This Will Be My Undoing: Living at the Intersection of Black, Female, and Feminist in (White) America(36)



Then again, maybe I do.

Now that the other woman had left, there was no other black person in that pool. Some of the people in there were smoking. Men and women were making out with one another. There was a weird vibe, like the pool activities could have easily progressed further. For a moment, I felt like an extra on the set of some Entourage episode; these were the kinds of behaviors that I only saw in decadent HBO series, or read about in personal essays written by white women. To me, such hedonism was a luxury afforded to the white and privileged, and when I was in that world I could observe but never participate. At the most I could afford a glass or two of the weakest wine, but I could never indulge. White, privileged people are always considered clean no matter what they do, while I as a black woman have to constantly scrub at the filth that society smears onto my body.

I feared that if I got into the pool half naked, with my breasts spilling out of a bikini top, my body would alter the atmosphere. I would be stared at, and men might even hit on me, asking me where I was from and if I was having a good time before offering me drugs. If I got in and didn’t participate with everyone else, I would be seen as uncool and immature. If I did, someone I knew professionally could see me, suspect that I was up to no good, and then my boss could find out that his most recent hire was fucking up.

When I discussed this deep sense of unease with my mentor, who is also black and more than ten years my senior, he told me that I made the right decision by not swimming. He eased my worry that I was overthinking an otherwise fun situation. In fact, he argued that there is no limit to overthinking when you are a young black woman in an overwhelmingly white space.

But a part of me wanted to fuck up. I wanted to see what it was like to be so carefree, so white. I fantasized about getting in that pool, taking off my bikini top, catching the eye of some older and more powerful editor, and having sex in a bathroom with the door slightly cracked. I thought about what it would be like to do a line of cocaine, even though I’ve never wanted to. (I have a strong aversion to taking even regular, over-the-counter drugs.) But these fantasies were the only luxury in which I could indulge. Only in my imagination could I do any of these things and remain unscathed both professionally and socially.



I crept back into my hotel room that night so that I would not disturb my roommate. I couldn’t fall asleep, so I decided to read and propped open Melissa Broder’s essay collection, So Sad Today. Broder is the creator of the depressing, anxiety-ridden, and self-deprecating Twitter account @SoSadToday, which has over 370,000 followers (including Katy Perry and Miley Cyrus the last time I checked). Plenty of my friends retweet her posts. I don’t, but I do read them whenever they appear on my timeline, usually half smiling at their relatability before diverting my attention to something else that won’t pull me into such a dark place. For years, Melissa’s identity as the mind behind @SoSadToday was hidden. She published poetry under her real name in many renowned magazines and journals, like Guernica and the Missouri Review. When I googled an image of her, I saw a blonde-haired woman with smoldering eyes, simultaneously inaccessible and vulnerable. Reading her biography, I assumed that she was a woman who had her shit together. She was so accomplished.
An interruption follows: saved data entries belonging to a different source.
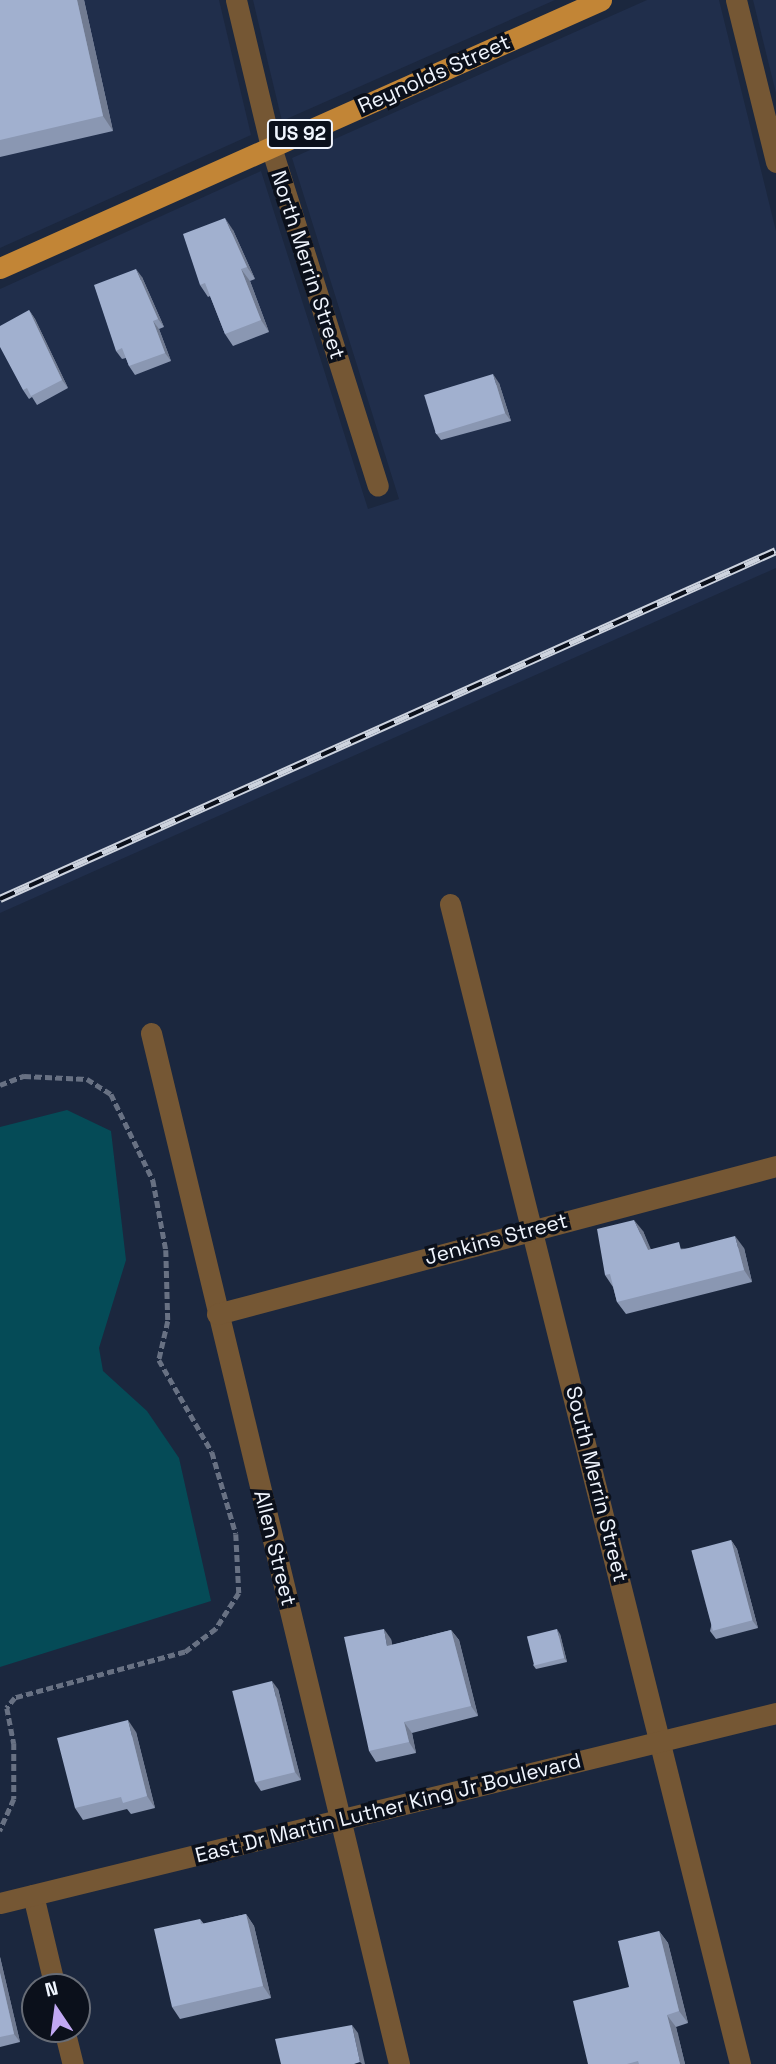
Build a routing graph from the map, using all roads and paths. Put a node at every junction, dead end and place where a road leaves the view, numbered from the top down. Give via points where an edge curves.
1 (236, 0) edge
2 (601, 0) edge
3 (736, 0) edge
4 (271, 147) junction
5 (776, 162) edge
6 (0, 268) edge
7 (378, 486) dead end
8 (450, 904) dead end
9 (151, 1033) dead end
10 (0, 1085) edge
11 (776, 1166) edge
12 (531, 1229) junction
13 (218, 1314) junction
14 (776, 1713) edge
15 (663, 1741) junction
16 (341, 1818) junction
17 (0, 1831) edge
18 (33, 1895) junction
19 (0, 1903) edge
20 (51, 1973) edge
21 (68, 2043) edge
22 (73, 2064) edge
23 (399, 2064) edge
24 (740, 2064) edge

1 - 4 street, North Merrin Street
2 - 4 main road, Reynolds Street / US 92
3 - 5 street
4 - 6 main road, Reynolds Street / US 92
4 - 7 street, North Merrin Street
8 - 12 street, South Merrin Street
9 - 13 street, Allen Street
10 - 17 path via 24,1076 87,1079 111,1094 153,1180 166,1250 168,1321 159,1360 212,1452 236,1534 239,1593 216,1629 186,1652 15,1698 7,1709 14,1743 14,1799
11 - 12 street, Jenkins Street
12 - 13 street, Jenkins Street
12 - 15 street, South Merrin Street
13 - 16 street, Allen Street
14 - 15 street, East Dr Martin Luther King Jr Boulevard
15 - 16 street, East Dr Martin Luther King Jr Boulevard
15 - 24 street, South Merrin Street
16 - 18 street, East Dr Martin Luther King Jr Boulevard
16 - 23 street, Allen Street
18 - 19 street, East Dr Martin Luther King Jr Boulevard
18 - 20 street
21 - 22 street

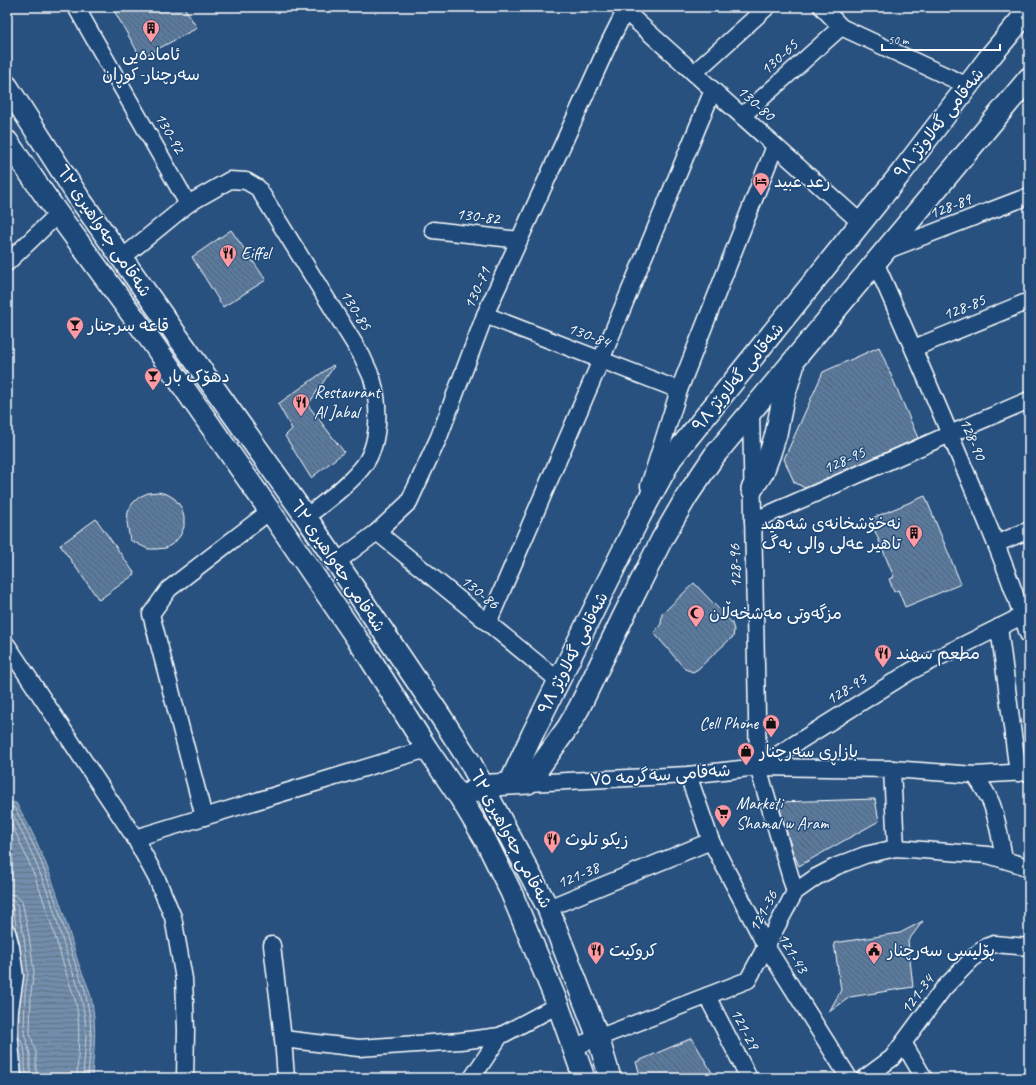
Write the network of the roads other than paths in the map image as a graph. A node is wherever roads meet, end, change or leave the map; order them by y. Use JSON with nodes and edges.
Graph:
{"nodes":[{"id":1,"x":76,"y":7,"type":"edge"},
{"id":2,"x":767,"y":7,"type":"edge"},
{"id":3,"x":822,"y":7,"type":"edge"},
{"id":4,"x":626,"y":9,"type":"edge"},
{"id":5,"x":1029,"y":10,"type":"edge"},
{"id":6,"x":841,"y":27,"type":"junction"},
{"id":7,"x":694,"y":74,"type":"junction"},
{"id":8,"x":1029,"y":78,"type":"edge"},
{"id":9,"x":968,"y":86,"type":"junction"},
{"id":10,"x":10,"y":88,"type":"edge"},
{"id":11,"x":713,"y":90,"type":"junction"},
{"id":12,"x":742,"y":116,"type":"junction"},
{"id":13,"x":7,"y":141,"type":"edge"},
{"id":14,"x":775,"y":146,"type":"junction"},
{"id":15,"x":1029,"y":196,"type":"edge"},
{"id":16,"x":188,"y":204,"type":"junction"},
{"id":17,"x":58,"y":214,"type":"junction"},
{"id":18,"x":861,"y":223,"type":"junction"},
{"id":19,"x":433,"y":230,"type":"dead end"},
{"id":20,"x":519,"y":240,"type":"junction"},
{"id":21,"x":880,"y":257,"type":"junction"},
{"id":22,"x":122,"y":258,"type":"junction"},
{"id":23,"x":7,"y":263,"type":"edge"},
{"id":24,"x":1029,"y":301,"type":"edge"},
{"id":25,"x":484,"y":315,"type":"junction"},
{"id":26,"x":914,"y":348,"type":"junction"},
{"id":27,"x":800,"y":353,"type":"junction"},
{"id":28,"x":601,"y":360,"type":"junction"},
{"id":29,"x":729,"y":389,"type":"junction"},
{"id":30,"x":679,"y":390,"type":"junction"},
{"id":31,"x":1029,"y":400,"type":"edge"},
{"id":32,"x":751,"y":412,"type":"junction"},
{"id":33,"x":950,"y":434,"type":"junction"},
{"id":34,"x":752,"y":489,"type":"junction"},
{"id":35,"x":270,"y":510,"type":"junction"},
{"id":36,"x":640,"y":516,"type":"junction"},
{"id":37,"x":306,"y":517,"type":"junction"},
{"id":38,"x":753,"y":522,"type":"junction"},
{"id":39,"x":1029,"y":530,"type":"edge"},
{"id":40,"x":377,"y":532,"type":"junction"},
{"id":41,"x":996,"y":544,"type":"junction"},
{"id":42,"x":336,"y":562,"type":"junction"},
{"id":43,"x":598,"y":603,"type":"junction"},
{"id":44,"x":624,"y":614,"type":"junction"},
{"id":45,"x":1022,"y":616,"type":"junction"},
{"id":46,"x":488,"y":623,"type":"junction"},
{"id":47,"x":999,"y":627,"type":"junction"},
{"id":48,"x":1028,"y":634,"type":"edge"},
{"id":49,"x":7,"y":645,"type":"edge"},
{"id":50,"x":559,"y":681,"type":"junction"},
{"id":51,"x":427,"y":749,"type":"junction"},
{"id":52,"x":758,"y":767,"type":"junction"},
{"id":53,"x":892,"y":770,"type":"junction"},
{"id":54,"x":1023,"y":772,"type":"edge"},
{"id":55,"x":688,"y":775,"type":"junction"},
{"id":56,"x":975,"y":775,"type":"junction"},
{"id":57,"x":519,"y":783,"type":"junction"},
{"id":58,"x":483,"y":787,"type":"junction"},
{"id":59,"x":461,"y":799,"type":"junction"},
{"id":60,"x":204,"y":817,"type":"junction"},
{"id":61,"x":135,"y":838,"type":"junction"},
{"id":62,"x":711,"y":841,"type":"junction"},
{"id":63,"x":896,"y":848,"type":"junction"},
{"id":64,"x":1004,"y":859,"type":"junction"},
{"id":65,"x":1029,"y":869,"type":"edge"},
{"id":66,"x":795,"y":892,"type":"junction"},
{"id":67,"x":548,"y":908,"type":"junction"},
{"id":68,"x":7,"y":932,"type":"edge"},
{"id":69,"x":272,"y":945,"type":"dead end"},
{"id":70,"x":766,"y":946,"type":"junction"},
{"id":71,"x":1029,"y":947,"type":"edge"},
{"id":72,"x":707,"y":996,"type":"junction"},
{"id":73,"x":558,"y":1005,"type":"junction"},
{"id":74,"x":500,"y":1036,"type":"junction"},
{"id":75,"x":598,"y":1037,"type":"junction"},
{"id":76,"x":283,"y":1039,"type":"junction"},
{"id":77,"x":904,"y":1044,"type":"junction"},
{"id":78,"x":574,"y":1047,"type":"junction"},
{"id":79,"x":13,"y":1078,"type":"edge"},
{"id":80,"x":185,"y":1078,"type":"edge"},
{"id":81,"x":286,"y":1078,"type":"edge"},
{"id":82,"x":472,"y":1078,"type":"edge"},
{"id":83,"x":584,"y":1078,"type":"edge"},
{"id":84,"x":610,"y":1078,"type":"edge"},
{"id":85,"x":749,"y":1078,"type":"edge"},
{"id":86,"x":849,"y":1078,"type":"edge"},
{"id":87,"x":865,"y":1078,"type":"edge"},
{"id":88,"x":924,"y":1078,"type":"edge"}],
"edges":[{"from":1,"to":16,"type":"street","name":"130-92"},
{"from":2,"to":7,"type":"street"},
{"from":3,"to":6,"type":"street"},
{"from":4,"to":7,"type":"street","name":"130-80"},
{"from":4,"to":20,"type":"street","name":"130-71"},
{"from":5,"to":9,"type":"main road","name":"شەقامی گەلاوێژ ٩٨"},
{"from":6,"to":9,"type":"street"},
{"from":6,"to":12,"type":"street","name":"130-65"},
{"from":7,"to":11,"type":"street","name":"130-80"},
{"from":8,"to":21,"type":"main road","name":"شەقامی گەلاوێژ ٩٨"},
{"from":9,"to":18,"type":"main road","name":"شەقامی گەلاوێژ ٩٨"},
{"from":10,"to":22,"type":"main road","name":"شەقامی جەواهیری ٦٣"},
{"from":11,"to":12,"type":"street","name":"130-80"},
{"from":11,"to":28,"type":"street"},
{"from":12,"to":14,"type":"street","name":"130-80"},
{"from":13,"to":17,"type":"main road","name":"شەقامی جەواهیری ٦٣"},
{"from":14,"to":18,"type":"street","name":"130-80"},
{"from":14,"to":30,"type":"street"},
{"from":15,"to":21,"type":"street","name":"128-89"},
{"from":16,"to":22,"type":"street"},
{"from":16,"to":37,"type":"street","name":"130-85"},
{"from":17,"to":23,"type":"street"},
{"from":17,"to":35,"type":"main road","name":"شەقامی جەواهیری ٦٣"},
{"from":18,"to":29,"type":"main road","name":"شەقامی گەلاوێژ ٩٨"},
{"from":19,"to":20,"type":"street","name":"130-82"},
{"from":20,"to":25,"type":"street","name":"130-71"},
{"from":21,"to":26,"type":"street","name":"128-90"},
{"from":21,"to":27,"type":"main road","name":"شەقامی گەلاوێژ ٩٨"},
{"from":22,"to":37,"type":"main road","name":"شەقامی جەواهیری ٦٣"},
{"from":24,"to":26,"type":"street","name":"128-85"},
{"from":25,"to":28,"type":"street","name":"130-84"},
{"from":25,"to":40,"type":"street","name":"130-71"},
{"from":26,"to":33,"type":"street","name":"128-90"},
{"from":27,"to":32,"type":"main road","name":"شەقامی گەلاوێژ ٩٨"},
{"from":27,"to":34,"type":"main road"},
{"from":28,"to":30,"type":"street","name":"130-84"},
{"from":28,"to":46,"type":"street"},
{"from":29,"to":32,"type":"main road"},
{"from":29,"to":36,"type":"main road","name":"شەقامی گەلاوێژ ٩٨"},
{"from":30,"to":36,"type":"street"},
{"from":31,"to":33,"type":"street","name":"128-95"},
{"from":32,"to":34,"type":"street","name":"128-96"},
{"from":32,"to":44,"type":"main road","name":"شەقامی گەلاوێژ ٩٨"},
{"from":33,"to":38,"type":"street","name":"128-95"},
{"from":33,"to":41,"type":"street","name":"128-90"},
{"from":34,"to":38,"type":"street","name":"128-96"},
{"from":35,"to":51,"type":"main road","name":"شەقامی جەواهیری ٦٣"},
{"from":35,"to":60,"type":"street"},
{"from":36,"to":43,"type":"main road","name":"شەقامی گەلاوێژ ٩٨"},
{"from":37,"to":42,"type":"main road","name":"شەقامی جەواهیری ٦٣"},
{"from":38,"to":52,"type":"street","name":"128-96"},
{"from":39,"to":41,"type":"street"},
{"from":40,"to":42,"type":"street","name":"130-71"},
{"from":40,"to":46,"type":"street","name":"130-86"},
{"from":41,"to":45,"type":"street","name":"128-90"},
{"from":42,"to":58,"type":"main road","name":"شەقامی جەواهیری ٦٣"},
{"from":43,"to":44,"type":"main road"},
{"from":43,"to":50,"type":"main road","name":"شەقامی گەلاوێژ ٩٨"},
{"from":44,"to":57,"type":"main road","name":"شەقامی گەلاوێژ ٩٨"},
{"from":45,"to":47,"type":"street","name":"128-93"},
{"from":45,"to":48,"type":"street","name":"128-90"},
{"from":46,"to":50,"type":"street","name":"130-86"},
{"from":47,"to":48,"type":"street"},
{"from":47,"to":52,"type":"street","name":"128-93"},
{"from":47,"to":54,"type":"street"},
{"from":49,"to":61,"type":"street"},
{"from":50,"to":57,"type":"main road","name":"شەقامی گەلاوێژ ٩٨"},
{"from":51,"to":59,"type":"main road","name":"شەقامی جەواهیری ٦٣"},
{"from":51,"to":60,"type":"street"},
{"from":52,"to":53,"type":"street","name":"شەقامی سەگرمە ٧٥"},
{"from":52,"to":55,"type":"street","name":"شەقامی سەگرمە ٧٥"},
{"from":52,"to":66,"type":"street","name":"128-96"},
{"from":53,"to":56,"type":"street","name":"شەقامی سەگرمە ٧٥"},
{"from":53,"to":63,"type":"street"},
{"from":54,"to":56,"type":"street","name":"شەقامی سەگرمە ٧٥"},
{"from":55,"to":57,"type":"street","name":"شەقامی سەگرمە ٧٥"},
{"from":55,"to":62,"type":"street","name":"121-43"},
{"from":56,"to":64,"type":"street"},
{"from":57,"to":58,"type":"main road","name":"شەقامی سەگرمە ٧٥"},
{"from":58,"to":59,"type":"main road","name":"شەقامی سەگرمە ٧٥"},
{"from":58,"to":67,"type":"main road","name":"شەقامی جەواهیری ٦٣"},
{"from":59,"to":73,"type":"main road","name":"شەقامی جەواهیری ٦٣"},
{"from":60,"to":61,"type":"street"},
{"from":61,"to":80,"type":"street"},
{"from":62,"to":67,"type":"street","name":"121-38"},
{"from":62,"to":70,"type":"street","name":"121-43"},
{"from":63,"to":64,"type":"street","name":"121-36"},
{"from":63,"to":66,"type":"street","name":"121-36"},
{"from":64,"to":65,"type":"street","name":"121-36"},
{"from":66,"to":70,"type":"street","name":"121-36"},
{"from":67,"to":75,"type":"main road","name":"شەقامی جەواهیری ٦٣"},
{"from":68,"to":79,"type":"street"},
{"from":69,"to":76,"type":"street"},
{"from":70,"to":72,"type":"street","name":"121-36"},
{"from":70,"to":86,"type":"street","name":"121-43"},
{"from":71,"to":77,"type":"street","name":"121-34"},
{"from":72,"to":75,"type":"street","name":"121-36"},
{"from":72,"to":85,"type":"street","name":"121-29"},
{"from":73,"to":74,"type":"street"},
{"from":73,"to":78,"type":"main road","name":"شەقامی جەواهیری ٦٣"},
{"from":74,"to":76,"type":"street"},
{"from":74,"to":82,"type":"street"},
{"from":75,"to":78,"type":"street","name":"121-36"},
{"from":75,"to":84,"type":"main road","name":"شەقامی جەواهیری ٦٣"},
{"from":76,"to":81,"type":"street"},
{"from":77,"to":87,"type":"street","name":"121-34"},
{"from":77,"to":88,"type":"street"},
{"from":78,"to":83,"type":"main road","name":"شەقامی جەواهیری ٦٣"}]}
Generally, I devour personal essay collections written by women in a matter of days. I’m a nosy and voyeuristic person, maybe because I have four older sisters and I know what it feels like to be banished from their conversations. I listened from the outside and vicariously lived through them. Or maybe I’m naturally curious. Whatever the reason, I love reading about women’s inner lives, traveling through the pages like a boat buoyed by a mild yet noticeable current. But reading So Sad Today was like trudging through a stalactite cave. It felt dangerous, as if I were violating Broder in some way by reading the secrets that she shared and gave permission to publish. She spent pages upon pages writing about how much she destroyed her body in her early twenties with whiskey, benzodiazepines, opiates, Ecstasy, laxatives, amphetamines, psychedelics. I sank into her accounts of blacking out all over San Francisco, waking up to blood on the walls and strange men next to her in bed who told her how much of a mess she was, going into yoga class with the alcohol oozing out of her pores, the whole time feeling more and more guilty for enjoying these darkest moments of her life. All the while I thought, How the hell is this woman still alive? Even more, How is she still alive and so successful after all that?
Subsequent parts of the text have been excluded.